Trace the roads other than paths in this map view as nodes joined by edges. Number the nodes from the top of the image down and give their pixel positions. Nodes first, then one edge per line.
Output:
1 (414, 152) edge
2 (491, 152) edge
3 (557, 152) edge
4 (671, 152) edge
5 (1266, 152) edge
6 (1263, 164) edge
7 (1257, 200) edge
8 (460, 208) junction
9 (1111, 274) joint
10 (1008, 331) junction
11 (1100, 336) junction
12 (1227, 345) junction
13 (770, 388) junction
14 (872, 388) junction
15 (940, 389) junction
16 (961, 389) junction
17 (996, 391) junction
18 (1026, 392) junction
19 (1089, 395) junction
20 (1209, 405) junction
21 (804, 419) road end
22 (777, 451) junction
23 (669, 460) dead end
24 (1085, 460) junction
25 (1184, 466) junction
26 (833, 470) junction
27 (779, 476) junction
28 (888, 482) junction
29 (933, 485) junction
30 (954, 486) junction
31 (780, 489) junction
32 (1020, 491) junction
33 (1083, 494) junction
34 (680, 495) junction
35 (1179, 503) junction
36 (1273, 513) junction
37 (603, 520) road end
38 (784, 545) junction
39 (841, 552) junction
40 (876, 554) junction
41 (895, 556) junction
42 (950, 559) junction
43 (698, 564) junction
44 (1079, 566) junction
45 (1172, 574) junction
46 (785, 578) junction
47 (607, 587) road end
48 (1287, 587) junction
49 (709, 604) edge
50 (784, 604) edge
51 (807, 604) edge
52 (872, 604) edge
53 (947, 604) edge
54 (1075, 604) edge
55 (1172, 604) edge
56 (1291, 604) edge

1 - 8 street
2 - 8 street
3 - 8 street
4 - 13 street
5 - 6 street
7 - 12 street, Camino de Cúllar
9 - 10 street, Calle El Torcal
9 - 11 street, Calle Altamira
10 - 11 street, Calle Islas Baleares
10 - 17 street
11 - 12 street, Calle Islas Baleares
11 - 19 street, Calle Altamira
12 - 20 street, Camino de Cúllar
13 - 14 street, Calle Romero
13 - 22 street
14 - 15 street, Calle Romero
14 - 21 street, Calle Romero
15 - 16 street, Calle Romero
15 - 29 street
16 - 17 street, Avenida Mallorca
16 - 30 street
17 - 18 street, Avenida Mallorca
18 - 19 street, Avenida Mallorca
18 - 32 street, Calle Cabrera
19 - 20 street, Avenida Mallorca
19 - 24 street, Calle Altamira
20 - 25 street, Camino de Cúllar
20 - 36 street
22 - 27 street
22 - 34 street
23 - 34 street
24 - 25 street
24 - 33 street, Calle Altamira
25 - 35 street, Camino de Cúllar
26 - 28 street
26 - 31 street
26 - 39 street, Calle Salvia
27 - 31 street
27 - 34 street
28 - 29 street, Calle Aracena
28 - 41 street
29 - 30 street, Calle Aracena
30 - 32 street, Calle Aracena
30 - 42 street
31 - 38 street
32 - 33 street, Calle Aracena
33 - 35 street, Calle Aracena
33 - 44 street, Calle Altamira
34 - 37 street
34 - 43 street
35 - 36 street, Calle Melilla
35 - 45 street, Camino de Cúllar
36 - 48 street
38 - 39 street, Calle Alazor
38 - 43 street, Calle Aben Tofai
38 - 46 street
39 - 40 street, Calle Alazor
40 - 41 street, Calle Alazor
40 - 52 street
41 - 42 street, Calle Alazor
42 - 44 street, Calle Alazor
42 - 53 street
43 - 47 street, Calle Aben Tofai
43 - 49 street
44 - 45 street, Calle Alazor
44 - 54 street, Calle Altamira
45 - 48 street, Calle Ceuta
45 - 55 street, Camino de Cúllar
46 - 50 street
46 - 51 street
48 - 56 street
==
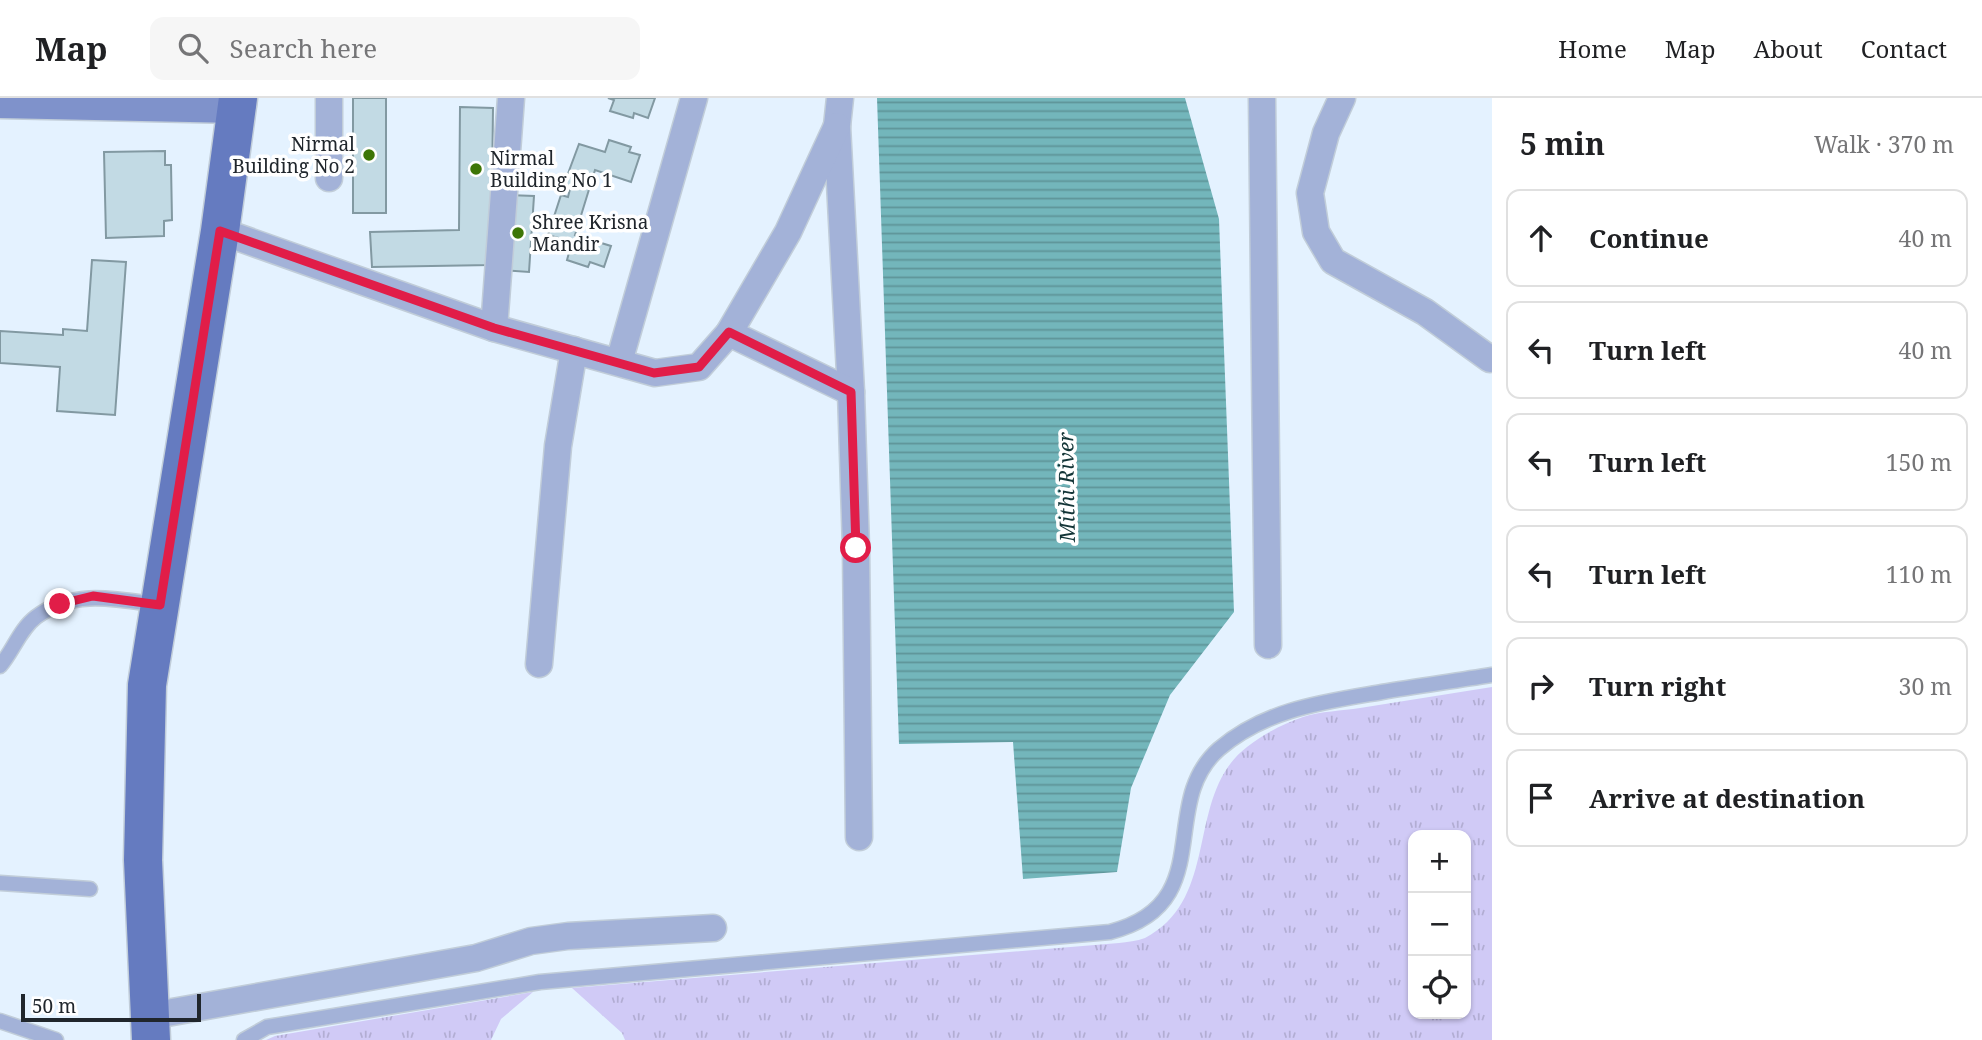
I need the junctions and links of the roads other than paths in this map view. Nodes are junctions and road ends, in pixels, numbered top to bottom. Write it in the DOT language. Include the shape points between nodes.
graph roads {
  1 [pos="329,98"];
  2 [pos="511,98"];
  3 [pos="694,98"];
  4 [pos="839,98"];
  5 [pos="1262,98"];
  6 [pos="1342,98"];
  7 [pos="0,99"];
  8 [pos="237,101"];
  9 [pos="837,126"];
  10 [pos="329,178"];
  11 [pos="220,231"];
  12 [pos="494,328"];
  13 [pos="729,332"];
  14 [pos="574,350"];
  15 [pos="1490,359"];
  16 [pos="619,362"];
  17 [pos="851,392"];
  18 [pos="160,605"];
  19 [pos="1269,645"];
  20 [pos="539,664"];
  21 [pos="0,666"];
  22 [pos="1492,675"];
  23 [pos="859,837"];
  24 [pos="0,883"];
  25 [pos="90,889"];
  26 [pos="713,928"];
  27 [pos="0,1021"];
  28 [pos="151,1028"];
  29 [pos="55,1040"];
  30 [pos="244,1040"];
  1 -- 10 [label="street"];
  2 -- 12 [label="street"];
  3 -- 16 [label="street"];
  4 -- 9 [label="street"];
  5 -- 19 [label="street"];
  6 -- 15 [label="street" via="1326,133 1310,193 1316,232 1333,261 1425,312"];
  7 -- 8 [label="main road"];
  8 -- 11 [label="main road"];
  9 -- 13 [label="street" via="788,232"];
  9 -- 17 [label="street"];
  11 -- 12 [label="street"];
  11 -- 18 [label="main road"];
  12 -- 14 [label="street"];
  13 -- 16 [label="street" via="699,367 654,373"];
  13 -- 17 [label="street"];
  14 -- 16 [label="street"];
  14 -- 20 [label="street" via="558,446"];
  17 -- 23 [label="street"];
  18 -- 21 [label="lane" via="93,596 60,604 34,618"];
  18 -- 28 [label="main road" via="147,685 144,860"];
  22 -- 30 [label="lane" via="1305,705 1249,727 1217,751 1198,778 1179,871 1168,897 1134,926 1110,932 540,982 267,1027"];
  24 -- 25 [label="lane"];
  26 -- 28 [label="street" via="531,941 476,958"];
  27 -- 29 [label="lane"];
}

- _Exercise requirements_: Whenever the word "other" occurs in a line of the records, that line counts once; state the total alone.

- _Output of the exercise_: 2